* _PROBLEM DESCRIPTION_: Could you say how many lines in the entries contain the string "nodes"? Give only that number.

* _STORED DATA_:

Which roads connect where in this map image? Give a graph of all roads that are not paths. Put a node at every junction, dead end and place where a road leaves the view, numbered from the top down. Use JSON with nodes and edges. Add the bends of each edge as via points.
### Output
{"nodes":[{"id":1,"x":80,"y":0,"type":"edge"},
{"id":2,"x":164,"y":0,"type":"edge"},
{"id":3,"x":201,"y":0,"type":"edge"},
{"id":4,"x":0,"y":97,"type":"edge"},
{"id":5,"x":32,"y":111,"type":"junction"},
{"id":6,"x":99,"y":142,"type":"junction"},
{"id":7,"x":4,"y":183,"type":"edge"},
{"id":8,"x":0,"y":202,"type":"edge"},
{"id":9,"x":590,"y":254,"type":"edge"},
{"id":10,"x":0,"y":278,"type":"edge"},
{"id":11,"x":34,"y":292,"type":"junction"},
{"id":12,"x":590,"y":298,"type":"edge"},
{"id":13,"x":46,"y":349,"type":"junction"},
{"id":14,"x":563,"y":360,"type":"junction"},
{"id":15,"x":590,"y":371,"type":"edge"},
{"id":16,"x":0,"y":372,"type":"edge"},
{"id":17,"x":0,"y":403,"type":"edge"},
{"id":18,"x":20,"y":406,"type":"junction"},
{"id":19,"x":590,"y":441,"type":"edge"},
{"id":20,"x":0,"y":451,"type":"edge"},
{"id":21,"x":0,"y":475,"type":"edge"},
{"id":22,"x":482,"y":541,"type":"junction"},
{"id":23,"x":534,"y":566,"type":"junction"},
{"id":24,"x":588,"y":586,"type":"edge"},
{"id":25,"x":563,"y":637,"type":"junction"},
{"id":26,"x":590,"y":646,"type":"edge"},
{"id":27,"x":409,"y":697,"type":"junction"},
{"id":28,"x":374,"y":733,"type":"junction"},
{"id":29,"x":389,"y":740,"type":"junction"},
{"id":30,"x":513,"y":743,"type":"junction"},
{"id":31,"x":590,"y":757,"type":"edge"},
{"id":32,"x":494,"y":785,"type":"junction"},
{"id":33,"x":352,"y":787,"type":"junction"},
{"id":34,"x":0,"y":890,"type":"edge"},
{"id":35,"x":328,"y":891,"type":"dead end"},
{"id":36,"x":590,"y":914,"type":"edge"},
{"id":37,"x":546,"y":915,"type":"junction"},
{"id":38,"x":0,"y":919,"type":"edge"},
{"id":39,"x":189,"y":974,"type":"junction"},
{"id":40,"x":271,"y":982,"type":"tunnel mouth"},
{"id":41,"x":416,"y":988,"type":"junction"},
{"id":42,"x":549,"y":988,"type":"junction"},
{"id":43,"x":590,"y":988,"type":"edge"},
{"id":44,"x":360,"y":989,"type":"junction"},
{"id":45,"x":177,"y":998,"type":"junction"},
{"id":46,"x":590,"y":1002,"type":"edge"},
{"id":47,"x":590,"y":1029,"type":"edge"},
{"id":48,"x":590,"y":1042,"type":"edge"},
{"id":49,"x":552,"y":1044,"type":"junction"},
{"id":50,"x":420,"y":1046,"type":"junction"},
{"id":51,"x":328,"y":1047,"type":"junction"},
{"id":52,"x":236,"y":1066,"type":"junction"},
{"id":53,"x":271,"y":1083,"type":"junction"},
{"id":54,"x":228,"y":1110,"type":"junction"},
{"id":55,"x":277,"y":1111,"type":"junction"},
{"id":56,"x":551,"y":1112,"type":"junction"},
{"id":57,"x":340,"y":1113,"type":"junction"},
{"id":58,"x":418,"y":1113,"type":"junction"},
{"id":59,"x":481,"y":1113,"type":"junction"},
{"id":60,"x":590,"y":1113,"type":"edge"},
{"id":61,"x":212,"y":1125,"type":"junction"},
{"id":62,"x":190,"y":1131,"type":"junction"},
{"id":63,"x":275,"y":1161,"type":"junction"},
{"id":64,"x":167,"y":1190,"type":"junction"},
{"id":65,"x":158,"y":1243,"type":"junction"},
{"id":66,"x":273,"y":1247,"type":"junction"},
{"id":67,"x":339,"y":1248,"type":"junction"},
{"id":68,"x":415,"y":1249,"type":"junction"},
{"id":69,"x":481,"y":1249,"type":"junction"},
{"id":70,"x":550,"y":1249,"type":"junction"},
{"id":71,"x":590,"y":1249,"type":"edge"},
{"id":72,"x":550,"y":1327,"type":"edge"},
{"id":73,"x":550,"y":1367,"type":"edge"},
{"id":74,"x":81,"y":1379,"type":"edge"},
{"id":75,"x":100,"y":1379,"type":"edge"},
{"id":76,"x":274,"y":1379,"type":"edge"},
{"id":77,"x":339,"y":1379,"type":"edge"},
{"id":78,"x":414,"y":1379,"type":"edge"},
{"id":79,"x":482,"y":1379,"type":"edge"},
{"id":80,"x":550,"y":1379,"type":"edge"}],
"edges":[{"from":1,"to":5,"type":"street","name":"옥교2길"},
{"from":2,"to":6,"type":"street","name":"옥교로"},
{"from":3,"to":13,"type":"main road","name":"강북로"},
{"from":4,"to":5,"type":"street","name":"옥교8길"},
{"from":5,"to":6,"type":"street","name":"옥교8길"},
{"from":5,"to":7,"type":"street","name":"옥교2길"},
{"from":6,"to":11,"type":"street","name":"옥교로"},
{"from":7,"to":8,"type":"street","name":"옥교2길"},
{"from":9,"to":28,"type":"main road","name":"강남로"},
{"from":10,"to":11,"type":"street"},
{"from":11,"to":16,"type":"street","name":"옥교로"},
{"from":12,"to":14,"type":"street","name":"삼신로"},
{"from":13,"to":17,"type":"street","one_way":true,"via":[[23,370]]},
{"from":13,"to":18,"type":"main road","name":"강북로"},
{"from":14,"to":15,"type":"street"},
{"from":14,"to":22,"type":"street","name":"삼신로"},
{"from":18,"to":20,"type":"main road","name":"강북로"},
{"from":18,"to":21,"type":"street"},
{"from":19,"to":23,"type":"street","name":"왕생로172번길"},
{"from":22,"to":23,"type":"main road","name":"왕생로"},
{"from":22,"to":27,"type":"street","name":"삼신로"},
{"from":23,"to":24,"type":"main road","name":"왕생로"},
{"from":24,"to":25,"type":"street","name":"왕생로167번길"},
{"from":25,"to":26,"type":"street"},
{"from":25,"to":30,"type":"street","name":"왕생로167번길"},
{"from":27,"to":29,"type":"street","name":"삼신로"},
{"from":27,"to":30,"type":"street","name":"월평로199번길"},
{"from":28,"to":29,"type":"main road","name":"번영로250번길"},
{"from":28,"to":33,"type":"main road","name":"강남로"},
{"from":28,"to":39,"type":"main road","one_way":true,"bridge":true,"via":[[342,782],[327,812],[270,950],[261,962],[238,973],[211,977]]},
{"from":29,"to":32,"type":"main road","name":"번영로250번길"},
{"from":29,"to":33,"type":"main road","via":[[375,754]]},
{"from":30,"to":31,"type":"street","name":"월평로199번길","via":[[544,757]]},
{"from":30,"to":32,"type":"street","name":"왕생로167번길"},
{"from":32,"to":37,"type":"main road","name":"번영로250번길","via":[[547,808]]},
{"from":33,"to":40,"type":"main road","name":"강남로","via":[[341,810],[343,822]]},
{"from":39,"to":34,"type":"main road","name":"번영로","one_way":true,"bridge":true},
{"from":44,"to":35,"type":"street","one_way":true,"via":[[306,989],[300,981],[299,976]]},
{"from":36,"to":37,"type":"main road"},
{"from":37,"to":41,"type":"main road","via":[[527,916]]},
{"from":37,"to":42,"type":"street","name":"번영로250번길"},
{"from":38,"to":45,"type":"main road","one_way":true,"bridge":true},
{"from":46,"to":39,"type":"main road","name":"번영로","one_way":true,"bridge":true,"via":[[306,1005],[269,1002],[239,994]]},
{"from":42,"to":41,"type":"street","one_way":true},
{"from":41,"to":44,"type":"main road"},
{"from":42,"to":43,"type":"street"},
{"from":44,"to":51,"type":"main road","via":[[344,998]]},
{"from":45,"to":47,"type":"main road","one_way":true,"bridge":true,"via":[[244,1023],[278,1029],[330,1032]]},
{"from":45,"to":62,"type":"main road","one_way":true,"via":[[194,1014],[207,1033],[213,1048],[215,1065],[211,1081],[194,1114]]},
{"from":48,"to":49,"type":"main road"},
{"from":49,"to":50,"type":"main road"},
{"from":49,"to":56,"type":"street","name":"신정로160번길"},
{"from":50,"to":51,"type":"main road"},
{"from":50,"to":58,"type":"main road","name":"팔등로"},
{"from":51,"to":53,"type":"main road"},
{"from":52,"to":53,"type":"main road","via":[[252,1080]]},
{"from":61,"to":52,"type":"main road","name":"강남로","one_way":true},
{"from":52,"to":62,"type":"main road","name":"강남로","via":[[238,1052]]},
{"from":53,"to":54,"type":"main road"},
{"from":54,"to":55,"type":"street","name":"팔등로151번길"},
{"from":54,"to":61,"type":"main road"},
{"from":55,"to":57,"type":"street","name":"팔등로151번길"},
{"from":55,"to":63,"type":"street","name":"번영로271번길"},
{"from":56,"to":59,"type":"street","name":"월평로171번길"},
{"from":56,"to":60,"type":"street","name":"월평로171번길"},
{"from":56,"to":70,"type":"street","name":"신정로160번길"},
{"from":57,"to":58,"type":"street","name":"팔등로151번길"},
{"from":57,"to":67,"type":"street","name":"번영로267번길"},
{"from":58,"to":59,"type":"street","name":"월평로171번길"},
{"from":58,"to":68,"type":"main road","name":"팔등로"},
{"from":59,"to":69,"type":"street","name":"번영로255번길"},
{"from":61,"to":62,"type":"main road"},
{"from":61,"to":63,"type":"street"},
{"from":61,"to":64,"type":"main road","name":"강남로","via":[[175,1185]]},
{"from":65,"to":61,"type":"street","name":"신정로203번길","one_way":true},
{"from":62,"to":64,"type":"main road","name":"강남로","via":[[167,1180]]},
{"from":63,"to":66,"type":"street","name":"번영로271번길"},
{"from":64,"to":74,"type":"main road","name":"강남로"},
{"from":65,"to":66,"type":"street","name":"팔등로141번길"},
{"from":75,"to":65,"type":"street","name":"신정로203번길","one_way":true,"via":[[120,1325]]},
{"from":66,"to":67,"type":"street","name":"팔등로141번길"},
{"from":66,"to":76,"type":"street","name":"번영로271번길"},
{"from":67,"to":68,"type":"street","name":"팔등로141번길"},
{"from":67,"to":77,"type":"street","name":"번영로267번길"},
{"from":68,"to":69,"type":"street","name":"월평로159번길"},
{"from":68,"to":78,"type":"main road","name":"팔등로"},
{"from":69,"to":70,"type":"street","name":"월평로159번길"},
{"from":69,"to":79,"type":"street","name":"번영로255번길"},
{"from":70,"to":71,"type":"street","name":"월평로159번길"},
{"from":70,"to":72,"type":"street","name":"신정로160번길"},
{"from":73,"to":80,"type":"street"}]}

* _ANSWER SPACE_: 2